## WHAT YOU ARE ASKED TO DO
Tally up every line in the records beneath that has "tools", and write down only the total.

## RECORDS TO PROCESS
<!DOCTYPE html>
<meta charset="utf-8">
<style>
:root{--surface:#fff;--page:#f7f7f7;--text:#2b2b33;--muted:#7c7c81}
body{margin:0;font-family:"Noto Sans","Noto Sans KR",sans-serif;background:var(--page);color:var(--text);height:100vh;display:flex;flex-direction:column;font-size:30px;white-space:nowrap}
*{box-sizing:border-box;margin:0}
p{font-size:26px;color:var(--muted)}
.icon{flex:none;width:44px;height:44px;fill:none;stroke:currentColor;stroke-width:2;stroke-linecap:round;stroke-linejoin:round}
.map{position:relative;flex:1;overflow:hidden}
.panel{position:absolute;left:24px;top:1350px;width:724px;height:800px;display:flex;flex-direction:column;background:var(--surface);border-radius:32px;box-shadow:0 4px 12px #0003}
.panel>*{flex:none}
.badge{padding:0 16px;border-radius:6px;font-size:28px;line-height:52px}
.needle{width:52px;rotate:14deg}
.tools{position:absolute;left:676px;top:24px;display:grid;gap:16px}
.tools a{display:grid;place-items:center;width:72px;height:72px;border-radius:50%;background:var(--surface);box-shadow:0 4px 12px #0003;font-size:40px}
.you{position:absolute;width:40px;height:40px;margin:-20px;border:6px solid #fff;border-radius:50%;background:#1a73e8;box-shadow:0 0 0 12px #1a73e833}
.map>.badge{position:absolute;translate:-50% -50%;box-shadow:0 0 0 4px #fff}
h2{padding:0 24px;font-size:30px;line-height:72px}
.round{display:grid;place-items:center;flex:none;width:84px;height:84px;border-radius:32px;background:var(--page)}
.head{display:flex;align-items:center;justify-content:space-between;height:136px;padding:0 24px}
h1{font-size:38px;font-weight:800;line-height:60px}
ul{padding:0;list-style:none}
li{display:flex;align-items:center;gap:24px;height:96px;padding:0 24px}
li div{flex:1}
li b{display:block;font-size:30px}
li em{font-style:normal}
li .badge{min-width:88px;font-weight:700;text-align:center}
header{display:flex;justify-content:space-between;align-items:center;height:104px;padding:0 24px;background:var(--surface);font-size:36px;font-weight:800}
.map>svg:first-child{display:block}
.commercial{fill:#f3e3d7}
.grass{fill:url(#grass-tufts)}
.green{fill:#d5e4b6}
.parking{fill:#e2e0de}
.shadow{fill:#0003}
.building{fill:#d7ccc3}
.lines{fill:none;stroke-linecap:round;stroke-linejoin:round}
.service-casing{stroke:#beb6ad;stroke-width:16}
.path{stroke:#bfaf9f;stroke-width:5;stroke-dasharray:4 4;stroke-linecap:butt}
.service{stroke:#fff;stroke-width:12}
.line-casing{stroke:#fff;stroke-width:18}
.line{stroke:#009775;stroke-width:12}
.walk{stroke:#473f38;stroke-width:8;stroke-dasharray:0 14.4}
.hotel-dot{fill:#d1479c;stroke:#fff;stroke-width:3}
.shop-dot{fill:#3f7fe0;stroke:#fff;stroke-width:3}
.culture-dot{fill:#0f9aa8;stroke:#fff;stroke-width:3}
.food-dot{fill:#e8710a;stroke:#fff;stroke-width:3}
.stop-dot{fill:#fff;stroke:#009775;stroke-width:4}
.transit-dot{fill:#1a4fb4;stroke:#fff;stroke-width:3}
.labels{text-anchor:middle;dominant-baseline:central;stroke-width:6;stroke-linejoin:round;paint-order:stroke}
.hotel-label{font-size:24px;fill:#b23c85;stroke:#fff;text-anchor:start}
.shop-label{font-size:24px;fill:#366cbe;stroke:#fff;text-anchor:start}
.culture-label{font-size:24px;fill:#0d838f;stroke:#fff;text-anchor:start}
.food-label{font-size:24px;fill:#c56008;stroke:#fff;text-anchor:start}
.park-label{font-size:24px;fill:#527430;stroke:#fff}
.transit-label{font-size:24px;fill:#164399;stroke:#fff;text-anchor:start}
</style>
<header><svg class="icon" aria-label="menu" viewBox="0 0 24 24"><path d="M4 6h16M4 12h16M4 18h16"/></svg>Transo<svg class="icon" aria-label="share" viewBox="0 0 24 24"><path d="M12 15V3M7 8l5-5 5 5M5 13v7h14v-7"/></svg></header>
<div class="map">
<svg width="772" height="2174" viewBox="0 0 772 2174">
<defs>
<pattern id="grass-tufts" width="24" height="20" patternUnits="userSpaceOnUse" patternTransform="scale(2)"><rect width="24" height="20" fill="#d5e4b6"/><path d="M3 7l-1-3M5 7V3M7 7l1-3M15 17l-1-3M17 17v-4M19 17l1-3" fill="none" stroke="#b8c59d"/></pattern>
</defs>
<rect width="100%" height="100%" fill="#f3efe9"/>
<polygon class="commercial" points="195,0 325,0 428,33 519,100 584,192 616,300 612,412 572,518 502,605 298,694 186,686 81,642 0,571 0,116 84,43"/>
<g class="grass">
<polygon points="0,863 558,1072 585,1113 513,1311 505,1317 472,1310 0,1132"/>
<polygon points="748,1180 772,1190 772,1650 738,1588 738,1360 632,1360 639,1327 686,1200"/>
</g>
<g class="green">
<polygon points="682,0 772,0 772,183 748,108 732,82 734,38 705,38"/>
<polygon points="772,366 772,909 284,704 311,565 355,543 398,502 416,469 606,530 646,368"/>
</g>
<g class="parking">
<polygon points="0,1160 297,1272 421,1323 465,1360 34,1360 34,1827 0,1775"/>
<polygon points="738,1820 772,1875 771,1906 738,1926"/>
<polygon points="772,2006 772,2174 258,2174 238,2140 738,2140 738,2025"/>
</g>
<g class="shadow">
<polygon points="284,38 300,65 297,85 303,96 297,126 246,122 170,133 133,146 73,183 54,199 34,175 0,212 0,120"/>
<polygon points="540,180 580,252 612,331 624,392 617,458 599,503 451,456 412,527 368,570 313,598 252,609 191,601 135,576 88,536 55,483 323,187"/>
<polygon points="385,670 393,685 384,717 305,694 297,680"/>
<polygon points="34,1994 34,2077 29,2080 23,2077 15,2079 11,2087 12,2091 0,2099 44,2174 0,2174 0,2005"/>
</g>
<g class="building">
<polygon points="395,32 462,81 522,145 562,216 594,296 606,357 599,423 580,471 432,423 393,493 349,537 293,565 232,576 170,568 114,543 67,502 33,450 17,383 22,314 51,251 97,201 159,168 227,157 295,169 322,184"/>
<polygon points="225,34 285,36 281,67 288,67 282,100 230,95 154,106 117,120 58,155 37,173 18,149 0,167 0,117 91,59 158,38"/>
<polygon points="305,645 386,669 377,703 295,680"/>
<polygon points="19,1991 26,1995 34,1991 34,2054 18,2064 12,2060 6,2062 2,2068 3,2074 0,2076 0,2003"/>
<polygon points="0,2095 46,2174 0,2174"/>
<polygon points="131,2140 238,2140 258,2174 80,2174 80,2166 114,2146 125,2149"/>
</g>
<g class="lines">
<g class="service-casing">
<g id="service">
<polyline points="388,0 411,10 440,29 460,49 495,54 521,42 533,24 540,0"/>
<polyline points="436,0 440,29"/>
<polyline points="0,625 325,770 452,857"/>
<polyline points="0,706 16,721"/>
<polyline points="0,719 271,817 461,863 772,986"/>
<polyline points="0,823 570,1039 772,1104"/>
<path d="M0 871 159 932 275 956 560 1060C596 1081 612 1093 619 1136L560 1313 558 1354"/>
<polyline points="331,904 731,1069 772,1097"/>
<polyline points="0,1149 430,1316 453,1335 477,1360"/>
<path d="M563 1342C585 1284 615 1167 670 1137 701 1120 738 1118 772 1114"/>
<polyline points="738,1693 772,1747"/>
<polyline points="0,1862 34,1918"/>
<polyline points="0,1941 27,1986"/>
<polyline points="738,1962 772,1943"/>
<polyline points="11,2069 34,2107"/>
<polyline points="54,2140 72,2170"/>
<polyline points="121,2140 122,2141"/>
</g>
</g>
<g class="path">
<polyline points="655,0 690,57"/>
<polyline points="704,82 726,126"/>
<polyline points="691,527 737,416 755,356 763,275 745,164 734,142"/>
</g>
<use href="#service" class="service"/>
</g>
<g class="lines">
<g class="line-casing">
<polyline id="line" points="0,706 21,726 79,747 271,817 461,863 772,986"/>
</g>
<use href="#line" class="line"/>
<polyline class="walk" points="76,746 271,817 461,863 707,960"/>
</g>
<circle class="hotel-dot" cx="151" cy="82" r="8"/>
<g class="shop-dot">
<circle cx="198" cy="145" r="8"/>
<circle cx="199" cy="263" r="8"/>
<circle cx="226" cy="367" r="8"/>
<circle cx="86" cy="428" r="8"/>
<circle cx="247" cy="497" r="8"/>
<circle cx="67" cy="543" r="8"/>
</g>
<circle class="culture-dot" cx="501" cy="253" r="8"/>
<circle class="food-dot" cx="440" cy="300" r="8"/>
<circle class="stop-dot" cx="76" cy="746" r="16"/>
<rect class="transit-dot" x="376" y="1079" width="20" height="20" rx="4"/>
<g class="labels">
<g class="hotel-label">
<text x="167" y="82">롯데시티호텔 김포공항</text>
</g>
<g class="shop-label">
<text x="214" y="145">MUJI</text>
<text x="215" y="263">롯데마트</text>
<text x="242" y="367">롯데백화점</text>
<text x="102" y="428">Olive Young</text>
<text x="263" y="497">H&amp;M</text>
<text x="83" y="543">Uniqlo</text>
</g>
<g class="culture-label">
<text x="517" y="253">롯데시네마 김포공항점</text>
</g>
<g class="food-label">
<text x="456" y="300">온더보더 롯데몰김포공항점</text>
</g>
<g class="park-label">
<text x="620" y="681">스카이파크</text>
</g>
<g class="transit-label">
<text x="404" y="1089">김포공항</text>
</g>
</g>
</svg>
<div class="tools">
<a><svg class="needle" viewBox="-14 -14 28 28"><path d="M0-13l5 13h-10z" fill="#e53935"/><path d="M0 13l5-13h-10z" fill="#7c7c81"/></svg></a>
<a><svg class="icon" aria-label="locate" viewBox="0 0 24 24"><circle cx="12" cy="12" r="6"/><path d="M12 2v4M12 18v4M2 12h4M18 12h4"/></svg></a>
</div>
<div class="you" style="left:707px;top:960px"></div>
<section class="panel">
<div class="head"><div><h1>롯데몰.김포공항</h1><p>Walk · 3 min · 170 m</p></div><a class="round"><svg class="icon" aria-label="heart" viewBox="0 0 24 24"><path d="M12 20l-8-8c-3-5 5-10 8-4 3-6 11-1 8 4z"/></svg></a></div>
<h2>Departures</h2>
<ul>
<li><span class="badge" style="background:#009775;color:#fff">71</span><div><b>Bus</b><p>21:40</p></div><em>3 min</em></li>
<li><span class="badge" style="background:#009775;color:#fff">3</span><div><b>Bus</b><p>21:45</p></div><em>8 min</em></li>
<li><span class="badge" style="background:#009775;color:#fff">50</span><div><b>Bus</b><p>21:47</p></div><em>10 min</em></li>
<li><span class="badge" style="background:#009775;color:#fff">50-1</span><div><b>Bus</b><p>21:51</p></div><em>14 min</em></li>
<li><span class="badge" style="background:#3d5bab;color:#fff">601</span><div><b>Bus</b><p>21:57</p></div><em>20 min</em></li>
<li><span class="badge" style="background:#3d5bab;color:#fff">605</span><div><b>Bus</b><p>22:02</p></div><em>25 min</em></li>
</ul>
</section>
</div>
...
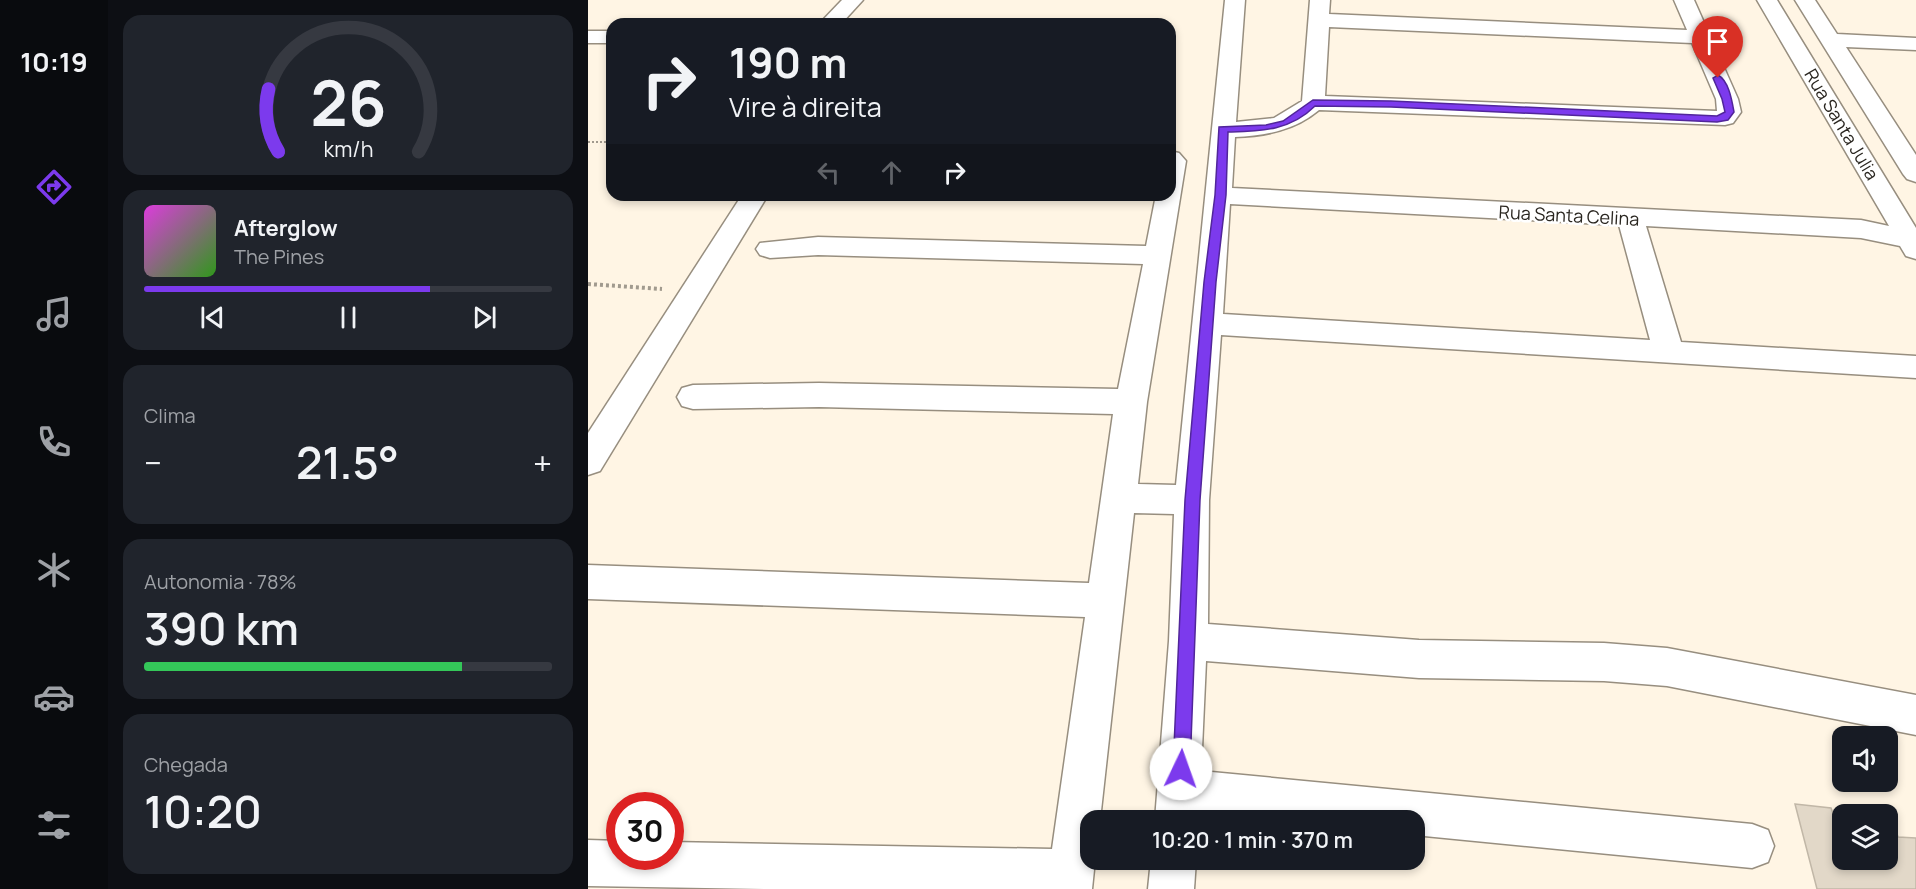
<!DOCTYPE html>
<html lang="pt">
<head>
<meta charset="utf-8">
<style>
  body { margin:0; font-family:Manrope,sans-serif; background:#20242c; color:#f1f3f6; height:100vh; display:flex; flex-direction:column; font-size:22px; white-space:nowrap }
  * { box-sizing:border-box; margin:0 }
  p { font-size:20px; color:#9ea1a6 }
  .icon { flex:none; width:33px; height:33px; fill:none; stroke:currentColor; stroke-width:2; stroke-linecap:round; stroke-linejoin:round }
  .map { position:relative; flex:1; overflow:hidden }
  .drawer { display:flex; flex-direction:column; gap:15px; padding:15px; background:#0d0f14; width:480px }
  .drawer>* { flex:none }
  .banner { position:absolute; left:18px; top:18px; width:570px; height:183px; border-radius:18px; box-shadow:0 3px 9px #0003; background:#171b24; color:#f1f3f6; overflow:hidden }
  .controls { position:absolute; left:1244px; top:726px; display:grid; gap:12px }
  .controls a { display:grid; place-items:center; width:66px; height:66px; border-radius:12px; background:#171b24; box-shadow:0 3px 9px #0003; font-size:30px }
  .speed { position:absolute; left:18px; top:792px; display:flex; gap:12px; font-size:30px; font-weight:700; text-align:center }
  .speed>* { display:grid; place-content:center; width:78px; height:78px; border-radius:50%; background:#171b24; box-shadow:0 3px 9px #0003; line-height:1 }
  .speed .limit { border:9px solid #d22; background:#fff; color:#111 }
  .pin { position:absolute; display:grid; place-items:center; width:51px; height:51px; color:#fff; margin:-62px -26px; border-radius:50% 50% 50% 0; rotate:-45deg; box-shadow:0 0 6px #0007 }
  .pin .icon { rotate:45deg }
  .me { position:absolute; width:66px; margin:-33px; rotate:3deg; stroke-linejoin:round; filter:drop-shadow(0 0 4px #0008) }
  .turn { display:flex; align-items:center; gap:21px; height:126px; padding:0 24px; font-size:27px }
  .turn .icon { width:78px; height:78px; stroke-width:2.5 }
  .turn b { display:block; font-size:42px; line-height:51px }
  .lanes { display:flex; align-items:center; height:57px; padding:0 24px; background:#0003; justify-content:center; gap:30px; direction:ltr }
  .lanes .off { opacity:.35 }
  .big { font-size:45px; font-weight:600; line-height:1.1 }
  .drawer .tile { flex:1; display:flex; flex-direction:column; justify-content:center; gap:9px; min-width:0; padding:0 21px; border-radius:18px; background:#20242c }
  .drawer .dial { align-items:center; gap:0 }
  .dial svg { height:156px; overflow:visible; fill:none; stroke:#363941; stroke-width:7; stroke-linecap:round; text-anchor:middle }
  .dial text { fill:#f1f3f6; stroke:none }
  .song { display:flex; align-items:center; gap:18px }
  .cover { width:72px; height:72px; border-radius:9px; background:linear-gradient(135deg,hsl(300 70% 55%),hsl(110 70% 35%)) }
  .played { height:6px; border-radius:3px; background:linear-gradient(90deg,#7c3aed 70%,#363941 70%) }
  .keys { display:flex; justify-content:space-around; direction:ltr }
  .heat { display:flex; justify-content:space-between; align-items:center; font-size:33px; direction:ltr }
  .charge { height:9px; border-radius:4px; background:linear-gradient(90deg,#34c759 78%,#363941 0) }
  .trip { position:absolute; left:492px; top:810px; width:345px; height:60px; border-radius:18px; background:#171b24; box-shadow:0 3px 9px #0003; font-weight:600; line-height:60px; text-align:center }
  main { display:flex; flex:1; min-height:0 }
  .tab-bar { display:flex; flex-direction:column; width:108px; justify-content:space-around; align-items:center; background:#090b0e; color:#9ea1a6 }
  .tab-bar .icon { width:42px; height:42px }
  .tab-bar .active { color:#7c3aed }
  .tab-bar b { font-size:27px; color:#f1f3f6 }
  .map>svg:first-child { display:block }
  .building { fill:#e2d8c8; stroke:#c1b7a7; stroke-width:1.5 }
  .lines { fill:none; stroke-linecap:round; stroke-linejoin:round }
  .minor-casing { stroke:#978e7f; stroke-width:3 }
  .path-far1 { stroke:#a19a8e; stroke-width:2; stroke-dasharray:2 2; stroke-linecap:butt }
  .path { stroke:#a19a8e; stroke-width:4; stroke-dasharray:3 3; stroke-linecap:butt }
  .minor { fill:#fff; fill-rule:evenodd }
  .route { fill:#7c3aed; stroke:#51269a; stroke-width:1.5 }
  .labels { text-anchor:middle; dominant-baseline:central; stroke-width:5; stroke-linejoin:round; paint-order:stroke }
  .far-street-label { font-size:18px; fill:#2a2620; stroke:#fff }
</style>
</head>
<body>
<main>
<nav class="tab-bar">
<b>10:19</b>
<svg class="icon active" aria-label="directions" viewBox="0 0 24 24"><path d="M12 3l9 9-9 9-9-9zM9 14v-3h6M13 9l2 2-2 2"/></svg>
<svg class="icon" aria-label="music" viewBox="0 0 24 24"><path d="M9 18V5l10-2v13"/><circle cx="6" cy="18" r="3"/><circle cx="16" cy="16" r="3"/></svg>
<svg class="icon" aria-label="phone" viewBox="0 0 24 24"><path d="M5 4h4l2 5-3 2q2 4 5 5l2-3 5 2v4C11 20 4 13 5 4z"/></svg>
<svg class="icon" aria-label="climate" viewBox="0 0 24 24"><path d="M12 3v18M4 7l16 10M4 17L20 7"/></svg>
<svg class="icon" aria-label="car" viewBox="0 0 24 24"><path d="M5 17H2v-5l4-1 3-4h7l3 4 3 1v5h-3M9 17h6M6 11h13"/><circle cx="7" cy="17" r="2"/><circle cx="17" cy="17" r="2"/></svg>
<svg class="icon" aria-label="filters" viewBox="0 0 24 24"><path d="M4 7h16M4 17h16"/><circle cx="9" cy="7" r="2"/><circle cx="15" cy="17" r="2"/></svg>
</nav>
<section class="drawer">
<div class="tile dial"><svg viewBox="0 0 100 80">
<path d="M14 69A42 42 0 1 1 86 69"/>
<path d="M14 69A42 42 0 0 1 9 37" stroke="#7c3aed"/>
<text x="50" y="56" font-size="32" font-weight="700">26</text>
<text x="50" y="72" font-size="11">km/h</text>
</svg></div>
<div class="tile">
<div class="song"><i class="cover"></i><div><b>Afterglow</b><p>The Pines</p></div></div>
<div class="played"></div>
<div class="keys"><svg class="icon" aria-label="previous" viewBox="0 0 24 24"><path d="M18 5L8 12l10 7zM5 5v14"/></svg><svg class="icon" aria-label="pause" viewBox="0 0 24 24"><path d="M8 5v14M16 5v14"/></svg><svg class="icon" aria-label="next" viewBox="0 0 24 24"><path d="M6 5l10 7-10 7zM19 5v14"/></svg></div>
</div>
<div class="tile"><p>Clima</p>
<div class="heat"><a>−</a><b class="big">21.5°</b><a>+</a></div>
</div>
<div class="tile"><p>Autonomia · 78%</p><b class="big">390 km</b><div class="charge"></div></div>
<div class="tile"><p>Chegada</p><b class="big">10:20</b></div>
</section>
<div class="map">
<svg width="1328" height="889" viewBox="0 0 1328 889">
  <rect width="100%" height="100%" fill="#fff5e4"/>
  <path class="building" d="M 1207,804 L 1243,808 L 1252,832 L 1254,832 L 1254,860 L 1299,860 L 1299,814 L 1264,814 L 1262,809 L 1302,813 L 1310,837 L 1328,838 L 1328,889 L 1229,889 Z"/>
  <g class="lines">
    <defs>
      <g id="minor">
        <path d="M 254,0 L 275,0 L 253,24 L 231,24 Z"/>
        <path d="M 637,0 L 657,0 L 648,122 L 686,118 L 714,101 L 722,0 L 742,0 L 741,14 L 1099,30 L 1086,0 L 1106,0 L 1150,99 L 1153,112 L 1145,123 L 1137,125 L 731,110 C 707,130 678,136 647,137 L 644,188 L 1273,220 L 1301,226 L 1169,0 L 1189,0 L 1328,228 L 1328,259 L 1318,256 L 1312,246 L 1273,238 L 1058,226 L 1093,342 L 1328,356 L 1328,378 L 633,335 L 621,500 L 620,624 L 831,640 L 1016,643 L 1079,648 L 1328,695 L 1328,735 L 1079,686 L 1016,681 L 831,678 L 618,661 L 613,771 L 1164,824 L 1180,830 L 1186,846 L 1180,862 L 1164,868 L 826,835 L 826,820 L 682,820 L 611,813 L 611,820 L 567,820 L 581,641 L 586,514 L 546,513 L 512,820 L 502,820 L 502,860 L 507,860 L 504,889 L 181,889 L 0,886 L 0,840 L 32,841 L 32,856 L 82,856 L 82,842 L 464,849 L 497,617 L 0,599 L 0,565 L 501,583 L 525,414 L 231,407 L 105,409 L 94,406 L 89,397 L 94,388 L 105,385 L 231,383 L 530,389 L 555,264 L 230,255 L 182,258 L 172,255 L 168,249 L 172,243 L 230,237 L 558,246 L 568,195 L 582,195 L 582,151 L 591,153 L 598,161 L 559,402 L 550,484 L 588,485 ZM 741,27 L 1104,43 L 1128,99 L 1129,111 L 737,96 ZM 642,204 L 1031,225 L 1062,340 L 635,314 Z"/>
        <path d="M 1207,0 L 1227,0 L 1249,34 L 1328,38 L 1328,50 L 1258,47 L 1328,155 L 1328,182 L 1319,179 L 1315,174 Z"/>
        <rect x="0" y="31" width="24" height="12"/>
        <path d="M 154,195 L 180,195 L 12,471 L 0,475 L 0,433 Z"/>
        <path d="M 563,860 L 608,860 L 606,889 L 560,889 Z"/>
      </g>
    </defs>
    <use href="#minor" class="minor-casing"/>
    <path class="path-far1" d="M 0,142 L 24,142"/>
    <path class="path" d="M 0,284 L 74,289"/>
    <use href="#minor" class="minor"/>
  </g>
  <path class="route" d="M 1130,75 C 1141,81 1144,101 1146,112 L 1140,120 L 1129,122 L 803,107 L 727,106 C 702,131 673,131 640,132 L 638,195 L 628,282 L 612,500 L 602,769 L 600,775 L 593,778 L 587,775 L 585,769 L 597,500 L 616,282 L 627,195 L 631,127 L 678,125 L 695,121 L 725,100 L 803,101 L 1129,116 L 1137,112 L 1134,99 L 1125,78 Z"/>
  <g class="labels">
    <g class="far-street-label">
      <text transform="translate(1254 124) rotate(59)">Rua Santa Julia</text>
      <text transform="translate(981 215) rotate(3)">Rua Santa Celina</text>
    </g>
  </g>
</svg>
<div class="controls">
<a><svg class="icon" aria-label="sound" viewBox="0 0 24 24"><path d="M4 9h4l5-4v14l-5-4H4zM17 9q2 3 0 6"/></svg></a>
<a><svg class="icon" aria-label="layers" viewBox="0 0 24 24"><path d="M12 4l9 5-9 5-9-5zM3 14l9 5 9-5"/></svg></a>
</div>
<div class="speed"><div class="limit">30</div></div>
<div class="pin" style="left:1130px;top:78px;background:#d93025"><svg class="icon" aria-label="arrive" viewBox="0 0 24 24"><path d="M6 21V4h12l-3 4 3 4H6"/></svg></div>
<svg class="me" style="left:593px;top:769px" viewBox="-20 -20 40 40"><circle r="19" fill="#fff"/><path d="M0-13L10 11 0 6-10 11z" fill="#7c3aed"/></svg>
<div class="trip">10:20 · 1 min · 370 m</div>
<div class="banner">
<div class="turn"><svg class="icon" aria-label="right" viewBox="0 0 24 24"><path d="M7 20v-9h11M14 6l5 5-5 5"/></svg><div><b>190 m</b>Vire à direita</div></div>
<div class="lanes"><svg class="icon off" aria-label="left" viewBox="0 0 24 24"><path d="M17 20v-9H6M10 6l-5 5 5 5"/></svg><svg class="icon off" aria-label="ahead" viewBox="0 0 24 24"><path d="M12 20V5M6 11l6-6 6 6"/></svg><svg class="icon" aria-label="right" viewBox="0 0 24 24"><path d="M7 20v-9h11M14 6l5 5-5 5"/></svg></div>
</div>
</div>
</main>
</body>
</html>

## RESPONSE TO THIS EXERCISE
3